What next in News of the World phone-hacking scandal?

Sign outside News International headquarters Image copyright AFP
Image caption Another reporter has been arrested for as part of the phone-hacking probe

This round-up of today's main media stories reports on the latest developments in the phone-hacking saga.

The police investigation into the News of the World took a new turn on Thursday with the arrest of a senior reporter whose name had not previously been connected with the phone-hacking scandal. James Weatherup, 55, is the third current or former News of the World journalist to be arrested. The Guardian says executives immediately cleared his desk, watched by a legal team.

A hearing at the High Court today will consider the next steps in handling civil cases relating to the hacking allegations. So far, 24 cases involving breach of privacy have come before the court. The BBC's legal correspondent Clive Coleman says more details may emerge about which victims will accept compensation from News International, who will fight on, and how many more are bringing civil claims.

On its front page, the Daily Mail says the BBC stands accused of being "a cheerleader for assisted suicide" after filming a man killing himself at the Dignitas clinic for a BBC2 documentary. Sir Terry Pratchett, a supporter of euthanasia, presents the programme which follows a man with motor neuron disease as he travels to the Swiss clinic. The Mail says screening a suicide victim's death is a first for terrestrial television.
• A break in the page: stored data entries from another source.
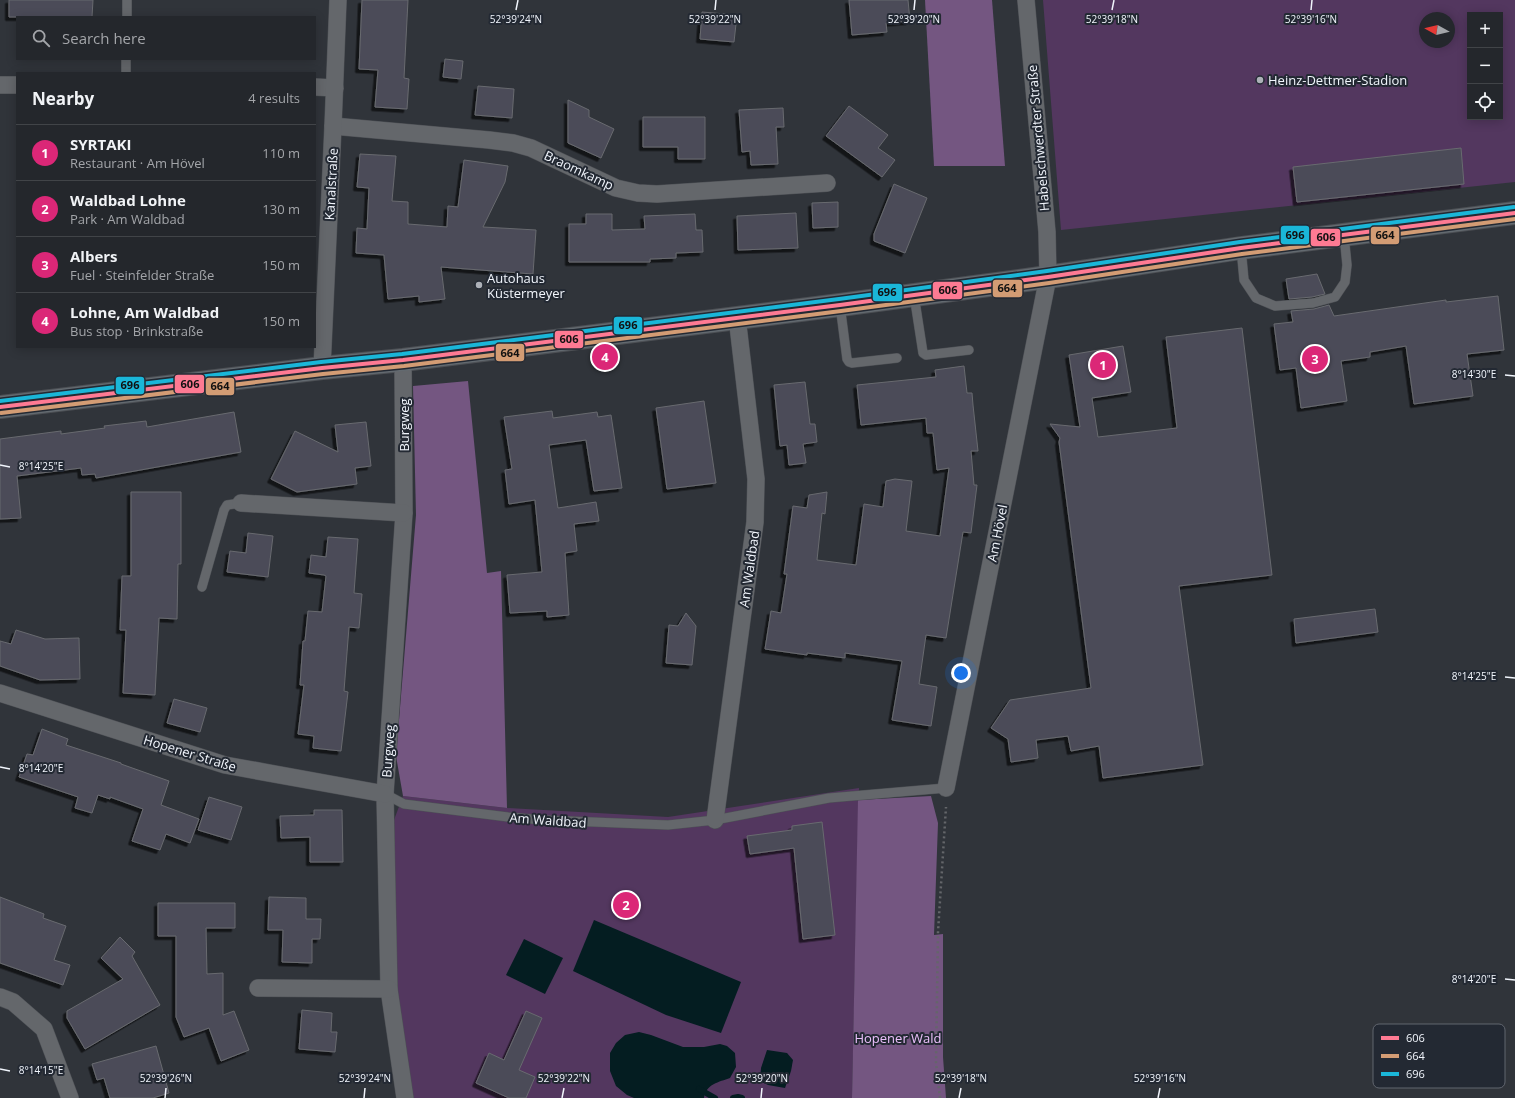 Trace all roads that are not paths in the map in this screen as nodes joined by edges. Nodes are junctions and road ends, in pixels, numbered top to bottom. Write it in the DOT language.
graph roads {
  1 [pos="127,0"];
  2 [pos="338,0"];
  3 [pos="1026,0"];
  4 [pos="127,16"];
  5 [pos="126,60"];
  6 [pos="126,72"];
  7 [pos="0,85"];
  8 [pos="16,85"];
  9 [pos="316,87"];
  10 [pos="335,88"];
  11 [pos="333,126"];
  12 [pos="827,183"];
  13 [pos="1515,213"];
  14 [pos="1344,235"];
  15 [pos="1241,248"];
  16 [pos="1048,277"];
  17 [pos="914,295"];
  18 [pos="840,305"];
  19 [pos="737,317"];
  20 [pos="969,350"];
  21 [pos="897,358"];
  22 [pos="404,360"];
  23 [pos="322,368"];
  24 [pos="0,407"];
  25 [pos="241,503"];
  26 [pos="404,513"];
  27 [pos="202,587"];
  28 [pos="0,693"];
  29 [pos="946,788"];
  30 [pos="385,794"];
  31 [pos="715,820"];
  32 [pos="258,988"];
  33 [pos="389,989"];
  34 [pos="0,997"];
  35 [pos="70,1098"];
  36 [pos="405,1098"];
  1 -- 4 [label="lane"];
  2 -- 10 [label="street, Kanalstraße"];
  3 -- 16 [label="street, Habelschwerdter Straße"];
  5 -- 6 [label="lane"];
  7 -- 8 [label="street"];
  9 -- 10 [label="street"];
  10 -- 11 [label="street, Kanalstraße"];
  11 -- 12 [label="street, Braomkamp"];
  11 -- 23 [label="street, Kanalstraße"];
  13 -- 14 [label="street"];
  14 -- 15 [label="street"];
  14 -- 15 [label="lane"];
  15 -- 16 [label="street"];
  16 -- 17 [label="street"];
  16 -- 29 [label="street, Am Hövel"];
  17 -- 18 [label="street"];
  17 -- 20 [label="lane"];
  18 -- 19 [label="street"];
  18 -- 21 [label="lane"];
  19 -- 22 [label="street"];
  19 -- 31 [label="street, Am Waldbad"];
  22 -- 23 [label="street"];
  22 -- 26 [label="street, Burgweg"];
  23 -- 24 [label="street"];
  25 -- 26 [label="street"];
  25 -- 27 [label="lane"];
  26 -- 30 [label="street, Burgweg"];
  28 -- 30 [label="street, Hopener Straße"];
  29 -- 31 [label="lane, Am Waldbad"];
  30 -- 31 [label="lane, Am Waldbad"];
  30 -- 33 [label="street, Burgweg"];
  32 -- 33 [label="street"];
  33 -- 36 [label="street, Burgweg"];
  34 -- 35 [label="street"];
}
In 2008, as Sky News reported at the time, a documentary on Sky Real Lives showed Craig Ewert taking a lethal dose of drugs at the Dignitas clinic in Switzerland.

The BBC's coverage of David Cameron's immigration speech was "abysmal", according to Sir Andrew Green, chairman of MigrationWatch UK. In a full-page article in the Daily Mail, he says a hostile interview on Radio 4's Today with Immigration Minister Damian Green "bore so little relationship to the Prime Minister's speech that one wondered whether the presenter had even read it".

Yet another Premier League footballer has won a gagging order to suppress details of his "sordid" sex life, says the Daily Mail. The unnamed player - described as a "family man" - allegedly cheated on his wife in a six-month fling with a topless model. It also reports on the case of a leading actor who has won a similar gagging order.

The Independent says the BBC Proms will highlight the fledgling talent of a 19-year-old debutant pianist, and the youngest last night conductor in more than a century. Edward Gardner, 36, music director of the English National Opera, is the youngest last night conductor since 1904, when Sir Henry Wood commanded the baton, aged 36.

The Times has an exclusive article by Barack Obama, David Cameron and Nicolas Sarkozy. They commit themselves to supporting military action in Libya until Colonel Gaddafi is gone, as featured in the BBC's newspapers review.